LONDON — “Green consumerism” will be a huge driver of innovation and change in the food retailing sector, according to Lucy Neville-Rolfe, executive director, Tesco, who predicts shoppers will increasingly look to supermarkets to help them live a more environmentally sustainable life.

Speaking at the IGD Global Retailing conference here this month, Neville-Rolfe suggested the move toward green living could be the “biggest consumer trend of them all,” and she said Tesco wants to be a leader in this revolution in green consumption. To this end, the company is working with its suppliers to create more environmentally friendly packaging, heating, lighting and methods of transport.

In accordance with Tesco's ethos, this activity is entirely driven by the demands of its customers. “Tesco is not a drugs or a car company, with an R&D budget and men in white coats — it's simply responding to customers,” said Neville-Rolfe. “They are becoming more demanding and they want to feel good about it.”

Tesco's knowledge of its shoppers is helped greatly by its Clubcard loyalty scheme, which Neville-Rolfe said is “central to conceiving and testing innovations.

“We invest in this rich seam of data, as it's a powerful R&D tool,” she added. “The common theme of innovation at Tesco is on the customers — is it [about] what the customers want to buy?”

How Tesco responds to consumer demands — and how it innovates — on the issue of climate change and the environment will determine how successful it is in the future, according to Neville-Rolfe.

Whatever innovations Tesco develops are likely to be shared around the globe with all countries in which it operates, she said, citing as an example a camera technology aimed at helping speed up checkout lines that was developed in Bangalore and will soon be rolled out internationally.

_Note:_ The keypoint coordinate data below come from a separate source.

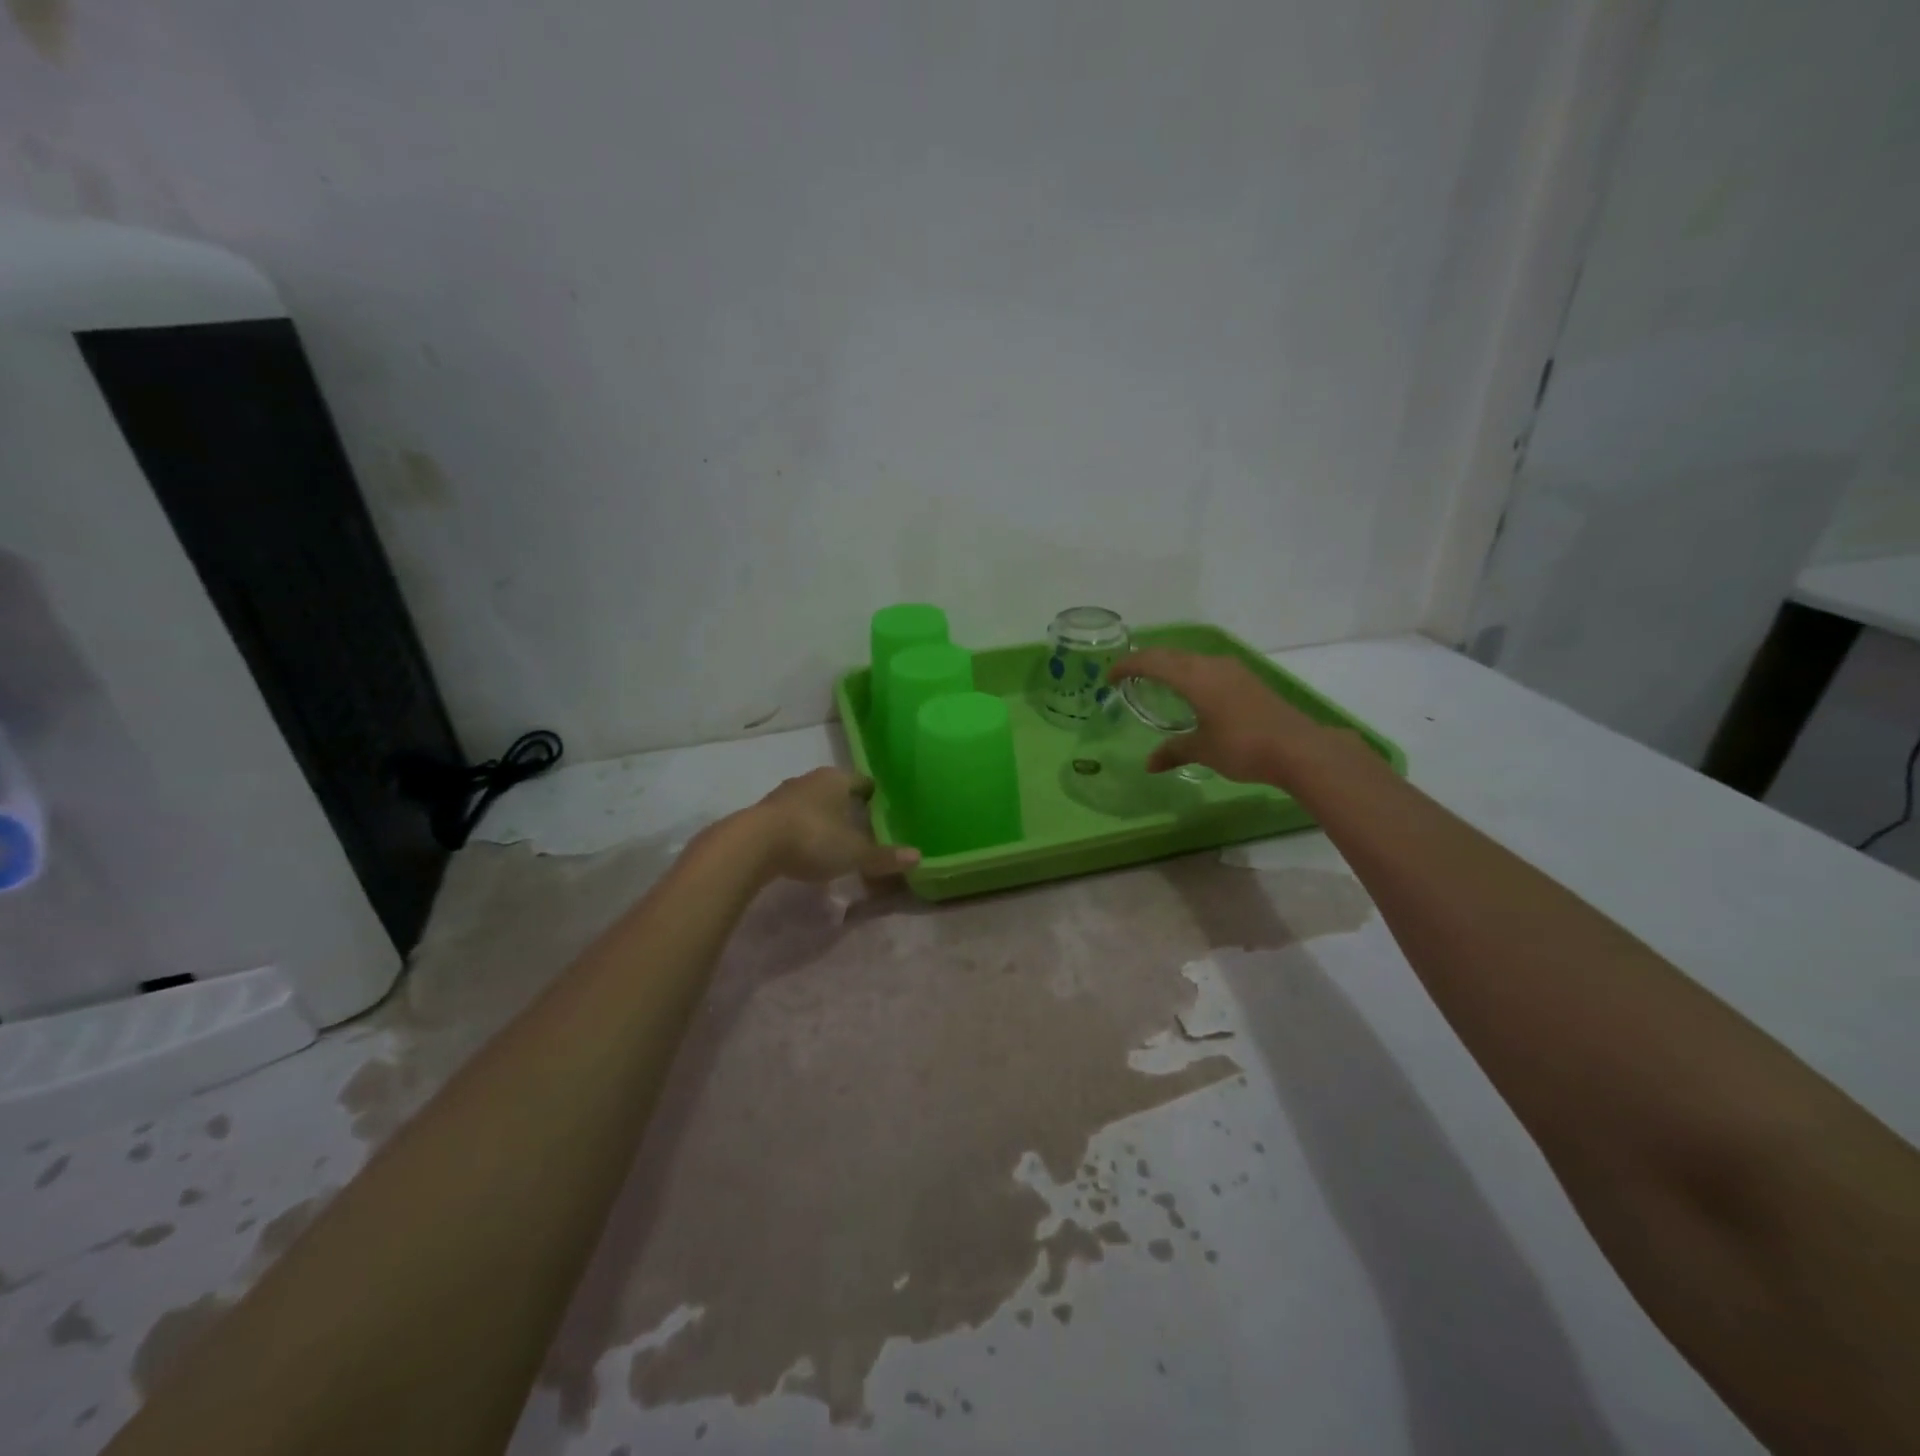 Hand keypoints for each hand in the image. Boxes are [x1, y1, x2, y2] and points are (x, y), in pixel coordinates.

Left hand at [745, 767, 920, 882]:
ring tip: (834, 838)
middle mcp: (810, 779)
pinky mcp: (764, 813)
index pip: (862, 782)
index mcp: (836, 779)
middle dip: (847, 806)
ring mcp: (784, 794)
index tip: (882, 809)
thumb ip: (884, 856)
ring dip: (822, 817)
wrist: (752, 845)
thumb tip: (918, 857)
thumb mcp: (853, 853)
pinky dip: (801, 829)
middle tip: (862, 826)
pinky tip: (805, 847)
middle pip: (835, 790)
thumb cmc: (813, 838)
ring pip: (812, 802)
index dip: (873, 795)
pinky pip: (792, 818)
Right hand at [1110, 649, 1321, 783]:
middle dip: (1145, 661)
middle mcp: (1211, 665)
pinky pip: (1207, 667)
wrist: (1298, 748)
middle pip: (1170, 654)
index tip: (1109, 677)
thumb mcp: (1202, 750)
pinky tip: (1191, 691)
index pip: (1151, 662)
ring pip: (1190, 658)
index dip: (1127, 665)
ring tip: (1155, 681)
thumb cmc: (1242, 746)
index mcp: (1193, 677)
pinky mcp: (1247, 680)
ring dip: (1169, 665)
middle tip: (1127, 675)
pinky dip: (1189, 673)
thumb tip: (1150, 764)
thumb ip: (1173, 751)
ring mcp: (1233, 670) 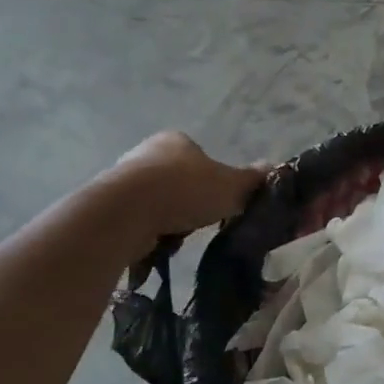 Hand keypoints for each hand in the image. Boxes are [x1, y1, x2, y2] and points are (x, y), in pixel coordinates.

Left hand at [109, 132, 267, 238]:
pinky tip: (157, 244)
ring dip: (170, 220)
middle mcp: (146, 152)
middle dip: (190, 202)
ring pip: (158, 202)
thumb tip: (275, 168)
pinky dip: (150, 232)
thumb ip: (252, 180)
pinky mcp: (108, 205)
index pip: (200, 157)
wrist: (127, 211)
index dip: (213, 180)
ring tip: (179, 237)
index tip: (219, 202)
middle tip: (201, 221)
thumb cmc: (185, 190)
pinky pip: (138, 220)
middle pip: (178, 180)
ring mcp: (123, 178)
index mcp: (176, 140)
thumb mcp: (231, 186) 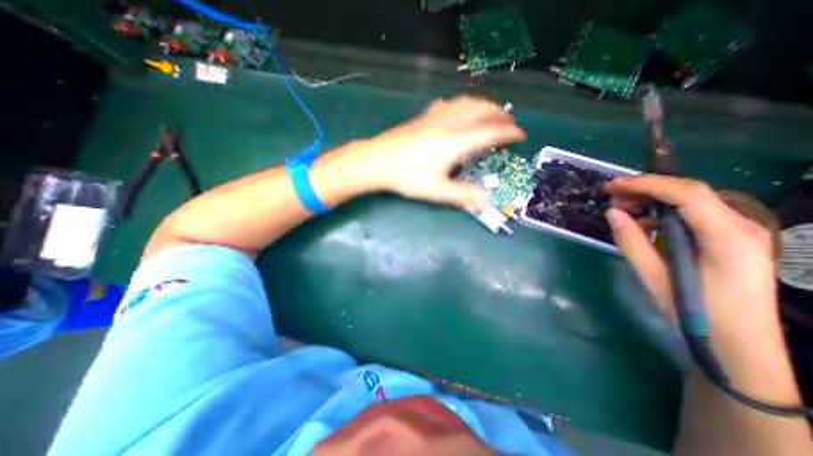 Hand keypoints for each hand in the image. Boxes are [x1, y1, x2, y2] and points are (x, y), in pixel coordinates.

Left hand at [359, 95, 522, 211]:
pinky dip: (464, 104)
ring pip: (467, 103)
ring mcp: (436, 116)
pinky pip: (451, 103)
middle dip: (500, 115)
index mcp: (456, 142)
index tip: (520, 135)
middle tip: (510, 123)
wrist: (378, 161)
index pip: (490, 132)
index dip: (509, 133)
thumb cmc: (407, 176)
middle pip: (482, 111)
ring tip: (492, 113)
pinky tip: (461, 110)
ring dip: (484, 106)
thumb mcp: (436, 190)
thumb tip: (484, 202)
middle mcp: (450, 124)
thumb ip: (461, 195)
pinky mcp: (425, 116)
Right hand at [606, 176, 776, 347]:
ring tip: (620, 207)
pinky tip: (641, 222)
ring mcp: (737, 231)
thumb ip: (632, 241)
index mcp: (727, 237)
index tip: (612, 186)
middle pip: (689, 192)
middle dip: (645, 188)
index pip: (687, 194)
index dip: (646, 184)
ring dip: (652, 199)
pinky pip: (692, 213)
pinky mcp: (728, 238)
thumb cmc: (696, 312)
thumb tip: (612, 212)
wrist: (739, 342)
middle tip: (610, 195)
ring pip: (690, 200)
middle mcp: (739, 226)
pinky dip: (662, 212)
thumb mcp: (655, 277) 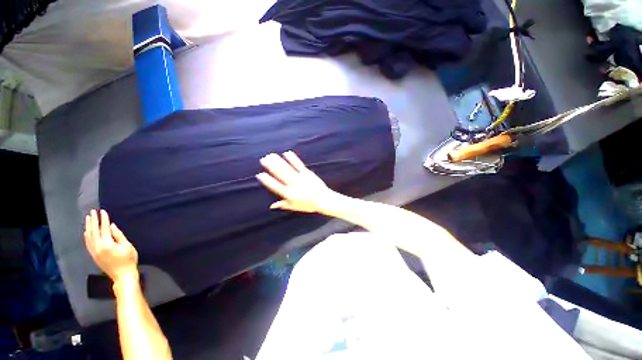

Implementing myriad changes is commonplace at Tesco, according to Neville-Rolfe, who said this sets the company apart from many successful businesses that tend to avoid change. It is the grocer's ongoing program of change and its entrepreneurial spirit, she said, that have resulted in the development of start-ups, such as the new Tesco Direct catalog business, the company's forthcoming U.S. venture and its Tesco.com online site.